Tenemos que hablar de nuevo del secuestro…

Tengo un amigo muy bravo que estuvo secuestrado siete meses y siete días. Siete meses y siete días sin ver la luz. Siete meses y siete días prácticamente inmóvil. Todo el tiempo, 217 noches, sus plagiarios lo tuvieron metido en una especie de ataúd de concreto cincelado en el piso.

El piso helado de un sitio que parecía un sótano. Es literal, no es un adorno mío, no es una traslación. Ese era el espacio en el que yacía este hombre: un hueco en un piso de cemento en forma de ataúd de concreto, donde quedó postrado 5 mil 208 horas.

Aludía no solo a las vejaciones corporales que implicaba ser víctima de un secuestro con sujetos que lo habían enterrado vivo en un rectángulo de cemento, sino a las torturas mentales de sus verdugos. Al ya te vas a morir, al hoy sí te mato, perro, al no van a pagar el rescate porque nadie te quiere, así que ya no nos sirves, eres una basura.

—¿Por qué la sevicia?

—Porque si te tratamos bien y sales de aquí y cuentas que te tratamos bien, esto ya no es negocio.

Así la perversidad.

Antes de dedicarme a cubrir zonas de riesgo bajo el yugo del crimen organizado, lo cual hice hasta 2019, hubo un tiempo en el que me aboqué a hacer algunos reportajes sobre el delito de secuestro. En una ocasión entrevisté a una psicóloga que había visitado a prácticamente todos los secuestradores presos en la capital mexicana y en el Estado de México.

Ella decía que los plagiarios capturados nunca deben ser liberados porque no se rehabilitan, no hay manera de que se reinserten. ¿Por qué? Porque desconocen eso que se llama arrepentimiento. No les remuerde absolutamente nada, no se arrepienten de ninguna tortura, de ninguna mutilación, de ningún asesinato.

Para ellos, me dijo, todo es negocio. Y sí, te lo dicen en la cara: cada secuestrado es como un saco de papas, como una malla de cebollas, una pinche mercancía. Un plagiario fue capaz de cortarle el dedo a un niño y poco después sentarlo a su mesa para que comiera y luego jugara con su propio hijo. La inmisericorde Familia Secuestro.

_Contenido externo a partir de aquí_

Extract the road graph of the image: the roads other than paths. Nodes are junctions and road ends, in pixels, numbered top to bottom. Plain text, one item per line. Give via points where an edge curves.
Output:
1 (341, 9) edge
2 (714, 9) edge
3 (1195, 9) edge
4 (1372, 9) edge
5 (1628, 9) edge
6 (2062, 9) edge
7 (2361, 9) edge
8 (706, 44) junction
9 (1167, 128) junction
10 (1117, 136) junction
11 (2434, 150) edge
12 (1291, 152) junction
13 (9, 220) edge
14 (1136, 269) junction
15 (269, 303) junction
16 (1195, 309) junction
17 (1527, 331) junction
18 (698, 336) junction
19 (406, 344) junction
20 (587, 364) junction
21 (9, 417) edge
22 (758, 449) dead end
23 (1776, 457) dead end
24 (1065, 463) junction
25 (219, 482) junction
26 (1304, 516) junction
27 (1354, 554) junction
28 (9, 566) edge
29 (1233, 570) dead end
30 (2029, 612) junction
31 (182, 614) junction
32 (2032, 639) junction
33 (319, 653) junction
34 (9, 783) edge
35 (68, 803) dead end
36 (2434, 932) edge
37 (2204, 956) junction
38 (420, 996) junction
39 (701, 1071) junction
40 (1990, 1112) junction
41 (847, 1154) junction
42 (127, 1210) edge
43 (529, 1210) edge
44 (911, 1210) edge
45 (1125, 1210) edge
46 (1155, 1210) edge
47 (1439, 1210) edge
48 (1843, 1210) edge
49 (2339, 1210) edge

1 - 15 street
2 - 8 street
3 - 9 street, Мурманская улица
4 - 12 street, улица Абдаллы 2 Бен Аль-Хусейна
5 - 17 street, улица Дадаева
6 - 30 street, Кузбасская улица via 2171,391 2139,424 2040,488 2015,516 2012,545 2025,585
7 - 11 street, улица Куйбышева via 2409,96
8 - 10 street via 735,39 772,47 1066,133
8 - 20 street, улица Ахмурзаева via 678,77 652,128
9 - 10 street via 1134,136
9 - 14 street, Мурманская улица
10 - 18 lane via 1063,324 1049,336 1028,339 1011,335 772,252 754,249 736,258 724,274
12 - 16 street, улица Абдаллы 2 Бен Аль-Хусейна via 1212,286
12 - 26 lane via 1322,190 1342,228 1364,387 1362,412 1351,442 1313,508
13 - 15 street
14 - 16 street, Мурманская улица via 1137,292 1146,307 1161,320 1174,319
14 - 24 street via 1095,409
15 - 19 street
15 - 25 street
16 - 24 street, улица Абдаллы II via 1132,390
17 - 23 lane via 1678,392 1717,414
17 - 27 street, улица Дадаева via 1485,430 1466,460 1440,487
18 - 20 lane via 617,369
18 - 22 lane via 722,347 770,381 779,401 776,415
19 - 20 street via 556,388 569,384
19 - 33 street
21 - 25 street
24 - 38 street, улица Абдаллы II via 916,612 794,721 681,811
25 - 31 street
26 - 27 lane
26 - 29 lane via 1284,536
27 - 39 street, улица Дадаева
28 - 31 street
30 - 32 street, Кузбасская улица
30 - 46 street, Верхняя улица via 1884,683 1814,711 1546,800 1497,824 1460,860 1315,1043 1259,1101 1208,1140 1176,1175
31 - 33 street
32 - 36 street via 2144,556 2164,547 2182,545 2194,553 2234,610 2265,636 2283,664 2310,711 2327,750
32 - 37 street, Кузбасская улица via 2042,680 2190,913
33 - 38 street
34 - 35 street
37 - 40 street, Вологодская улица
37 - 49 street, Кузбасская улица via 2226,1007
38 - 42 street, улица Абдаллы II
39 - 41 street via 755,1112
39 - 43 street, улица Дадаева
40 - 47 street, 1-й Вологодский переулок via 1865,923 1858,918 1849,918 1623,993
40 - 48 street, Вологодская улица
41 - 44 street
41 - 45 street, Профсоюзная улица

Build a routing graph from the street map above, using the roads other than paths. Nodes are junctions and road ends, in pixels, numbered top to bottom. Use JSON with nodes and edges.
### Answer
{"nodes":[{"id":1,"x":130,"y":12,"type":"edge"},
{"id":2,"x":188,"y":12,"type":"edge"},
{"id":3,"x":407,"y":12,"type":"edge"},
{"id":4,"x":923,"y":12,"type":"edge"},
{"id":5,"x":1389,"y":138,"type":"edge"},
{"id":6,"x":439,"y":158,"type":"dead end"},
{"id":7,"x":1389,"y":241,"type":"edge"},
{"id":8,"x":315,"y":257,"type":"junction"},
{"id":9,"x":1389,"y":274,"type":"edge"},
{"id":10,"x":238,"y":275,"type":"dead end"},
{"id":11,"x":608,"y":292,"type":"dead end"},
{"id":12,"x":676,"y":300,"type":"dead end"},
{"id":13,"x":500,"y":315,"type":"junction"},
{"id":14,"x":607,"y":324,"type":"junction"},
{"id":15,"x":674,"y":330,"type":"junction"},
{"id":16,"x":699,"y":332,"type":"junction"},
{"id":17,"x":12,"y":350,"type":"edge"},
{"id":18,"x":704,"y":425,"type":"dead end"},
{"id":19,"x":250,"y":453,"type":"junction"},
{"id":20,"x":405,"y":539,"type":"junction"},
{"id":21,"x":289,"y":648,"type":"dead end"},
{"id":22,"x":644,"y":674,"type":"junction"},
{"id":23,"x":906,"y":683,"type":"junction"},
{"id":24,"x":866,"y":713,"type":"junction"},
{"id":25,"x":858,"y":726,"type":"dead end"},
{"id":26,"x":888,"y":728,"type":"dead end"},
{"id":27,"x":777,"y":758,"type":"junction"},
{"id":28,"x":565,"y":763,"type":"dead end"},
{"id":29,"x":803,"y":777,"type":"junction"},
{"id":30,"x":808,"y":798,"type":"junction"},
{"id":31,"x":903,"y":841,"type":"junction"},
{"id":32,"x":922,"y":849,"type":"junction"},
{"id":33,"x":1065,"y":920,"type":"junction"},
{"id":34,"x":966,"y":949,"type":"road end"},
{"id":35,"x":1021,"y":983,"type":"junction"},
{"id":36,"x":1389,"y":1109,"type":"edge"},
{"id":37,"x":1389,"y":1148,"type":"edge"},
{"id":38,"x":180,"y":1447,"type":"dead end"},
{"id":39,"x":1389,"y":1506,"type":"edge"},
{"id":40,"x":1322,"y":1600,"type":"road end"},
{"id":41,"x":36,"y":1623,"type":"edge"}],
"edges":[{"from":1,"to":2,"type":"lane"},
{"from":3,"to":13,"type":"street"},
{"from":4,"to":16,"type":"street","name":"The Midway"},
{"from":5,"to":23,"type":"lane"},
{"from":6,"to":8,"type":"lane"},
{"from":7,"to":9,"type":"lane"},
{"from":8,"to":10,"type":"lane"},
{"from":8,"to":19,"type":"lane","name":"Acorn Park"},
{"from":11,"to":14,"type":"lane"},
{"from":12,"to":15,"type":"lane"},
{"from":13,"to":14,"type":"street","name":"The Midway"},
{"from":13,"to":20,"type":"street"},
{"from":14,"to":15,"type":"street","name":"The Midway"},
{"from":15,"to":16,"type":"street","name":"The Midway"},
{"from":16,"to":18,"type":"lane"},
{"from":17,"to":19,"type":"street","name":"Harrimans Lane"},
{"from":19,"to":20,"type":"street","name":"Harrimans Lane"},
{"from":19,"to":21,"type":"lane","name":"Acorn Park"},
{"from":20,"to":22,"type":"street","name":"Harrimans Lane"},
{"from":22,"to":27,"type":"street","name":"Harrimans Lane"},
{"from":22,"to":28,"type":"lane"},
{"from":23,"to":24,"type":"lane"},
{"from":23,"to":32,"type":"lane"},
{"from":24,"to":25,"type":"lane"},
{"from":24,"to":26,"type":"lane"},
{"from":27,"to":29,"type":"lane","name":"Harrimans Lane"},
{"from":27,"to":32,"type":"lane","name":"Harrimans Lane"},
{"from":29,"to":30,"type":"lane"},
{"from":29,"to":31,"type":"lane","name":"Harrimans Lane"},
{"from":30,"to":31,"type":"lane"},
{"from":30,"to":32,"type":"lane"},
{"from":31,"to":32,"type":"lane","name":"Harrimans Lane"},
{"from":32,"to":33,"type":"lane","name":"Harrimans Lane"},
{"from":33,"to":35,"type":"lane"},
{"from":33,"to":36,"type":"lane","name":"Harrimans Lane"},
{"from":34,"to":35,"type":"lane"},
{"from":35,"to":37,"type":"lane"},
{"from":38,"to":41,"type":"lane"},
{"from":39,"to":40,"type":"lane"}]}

Los secuestradores solo le tienen miedo a una cosa y no es a la muerte, encontró la especialista en su trabajo de investigación, que le sirvió al Poder Judicial mexicano para empezar a castigar con más dureza a los plagiarios: solo temen perder la libertad. Prefieren morir que estar tras las rejas.

Luego me percaté de algo más que los acobardaba: las recompensas. Si alguna autoridad ofrecía recompensas elevadas por sus cabezas entraban en estado de paranoia. Creían que cualquiera en su círculo cercano los podía delatar. La señora que les hacía de comer, un chofer, un vigilante, un empleado mal pagado o maltratado a gritos. Por eso se masificó el secuestro.

En lugar de plagios de alto perfil, de gente muy adinerada, en los que cobraban millones, pero atraían la atención de los medios de comunicación y por rebote de las autoridades de seguridad, los secuestradores optaron por secuestros de gente de clase media y media-baja.

Así, empezaron a ganar por volumen. Con uno ganaban 10 millones, pero con diez ganaban lo mismo. Un día hallé un secuestro en una zona rural de Oaxaca. Un campesino secuestró a una hija de otro para que le pagara en especie, con animales, con vacas.

¿Por qué dejamos de hablar de los secuestros para dedicarnos a contabilizar rutinariamente las barbaridades del narco? ¿Por qué dejamos de hablar de los secuestros si son un problema irresuelto? Porque en este país normalizamos pasmosamente la violencia. Nos da igual que en México haya un promedio de cuatro secuestros al día, sin contar la cifra negra, los casos desconocidos.

Tenemos que volver a hablar del secuestro porque, veinte años después de la crisis de secuestros en Ciudad de México y otras entidades, los gobiernos estatales ni siquiera, salvo alguna excepción, tienen grupos especializados antisecuestro. Les vale.

Y los secuestradores, siguen destazando impunemente vidas y economías.